14 releases

0.6.6	Feb 28, 2024
0.6.4	Dec 5, 2023
0.6.0	Aug 28, 2023
0.5.2	Feb 13, 2023
0.4.0	Nov 26, 2022

#2558 in Command line utilities

247 downloads per month

GPL-3.0 license

44MB
21K SLoC

xvc

Manage your data next to code in Git repositories and run commands when they change.

⌛ Why Xvc?

You have image, audio, media, document or asset files to track/version/backup along with the code, but don't want to copy that huge data to all Git clones.
You want to manage files in multiple locations with different subsets, some (e.g. training data) being read-only and some (e.g. models, executables) change frequently, all versioned along with the code.
You want to store this data in local, Rsync, or S3-compatible cloud storages to share along the repository.
You want to specify commands that run when only input data changes, define pipelines with steps that run when only their dependencies change.
You want to define these dependencies with files, globs spanning multiple files, text file lines defined by ranges or regexes, URLs, parameters in the YAML or JSON files, SQLite queries or any command that produces output.

🔽 Installation

You can get the binary files for Linux, macOS, and Windows from releases page. Extract and copy the file to your $PATH.

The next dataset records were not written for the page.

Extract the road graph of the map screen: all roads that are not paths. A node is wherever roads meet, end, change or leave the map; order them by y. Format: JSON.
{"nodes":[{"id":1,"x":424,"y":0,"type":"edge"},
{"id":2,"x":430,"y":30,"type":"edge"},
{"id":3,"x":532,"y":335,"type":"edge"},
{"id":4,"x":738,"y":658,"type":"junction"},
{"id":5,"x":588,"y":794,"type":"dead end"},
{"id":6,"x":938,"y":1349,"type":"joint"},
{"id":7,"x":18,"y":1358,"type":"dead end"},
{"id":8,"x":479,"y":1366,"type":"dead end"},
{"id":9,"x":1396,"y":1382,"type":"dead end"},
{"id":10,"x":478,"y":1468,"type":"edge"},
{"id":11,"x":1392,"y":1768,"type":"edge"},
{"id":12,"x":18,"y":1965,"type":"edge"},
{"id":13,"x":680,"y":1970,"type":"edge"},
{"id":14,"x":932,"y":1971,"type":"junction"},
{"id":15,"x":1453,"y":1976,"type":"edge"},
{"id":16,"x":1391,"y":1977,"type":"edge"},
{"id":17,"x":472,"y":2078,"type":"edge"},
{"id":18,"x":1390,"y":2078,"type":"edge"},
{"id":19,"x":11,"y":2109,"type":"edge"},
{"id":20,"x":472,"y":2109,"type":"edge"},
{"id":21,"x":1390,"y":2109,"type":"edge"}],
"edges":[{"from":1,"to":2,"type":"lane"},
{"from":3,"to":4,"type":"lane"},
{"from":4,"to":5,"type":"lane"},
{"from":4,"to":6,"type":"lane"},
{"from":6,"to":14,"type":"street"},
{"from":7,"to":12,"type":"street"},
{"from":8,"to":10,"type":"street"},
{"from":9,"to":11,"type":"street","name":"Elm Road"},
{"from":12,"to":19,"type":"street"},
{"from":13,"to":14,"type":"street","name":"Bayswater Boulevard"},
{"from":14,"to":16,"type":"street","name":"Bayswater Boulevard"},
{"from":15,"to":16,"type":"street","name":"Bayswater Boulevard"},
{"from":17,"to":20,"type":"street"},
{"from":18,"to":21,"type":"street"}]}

Alternatively, if you have Rust installed, you can build xvc:

$ cargo install xvc

If you want to use Xvc with Python console and Jupyter notebooks, you can also install it with pip:

$ pip install xvc

Note that pip installation doesn't make xvc available as a shell command. Please see xvc.py for details.

Completions

Xvc supports dynamic completions for bash, zsh, elvish, fish and powershell. For example, run the following to add completions for bash:

echo "source <(COMPLETE=bash xvc)" >> ~/.bashrc

See completions section in the docs for others.

🚀 Initialize a directory for Xvc

$ xvc init

This command initializes the .xvc/ directory and adds a .xvcignore file for specifying paths you wish to hide from Xvc.

💡 Git is not required to run Xvc. However running Xvc with Git is usually a good idea. Xvc can stage/commit metadata files (under .xvc/) used to track binary files and you can use branches for versioning as well. By default, you won't have to deal with Git commands to commit these metadata files. Xvc can manage the files it updates and hides your binary files from Git by default.

If you don't want to use Xvc with Git, use --no-git option when initializing.

👣 Track binary files

Add your data files and directories for tracking:

$ xvc file track my-data/

This command calculates content hashes for data (using BLAKE-3, by default) and records them. Files are moved to content-addressed directories under .xvc/b3. Then they are copied to the workspace.

💡Tip: You can specify different recheck (checkout) methods for files and directories depending on your use case. Symlinks and hardlinks to the files under Xvc cache don't consume additional space but they are readonly. You can also use (copy-on-write) reflinks if your file system supports it and Xvc is built with reflink feature.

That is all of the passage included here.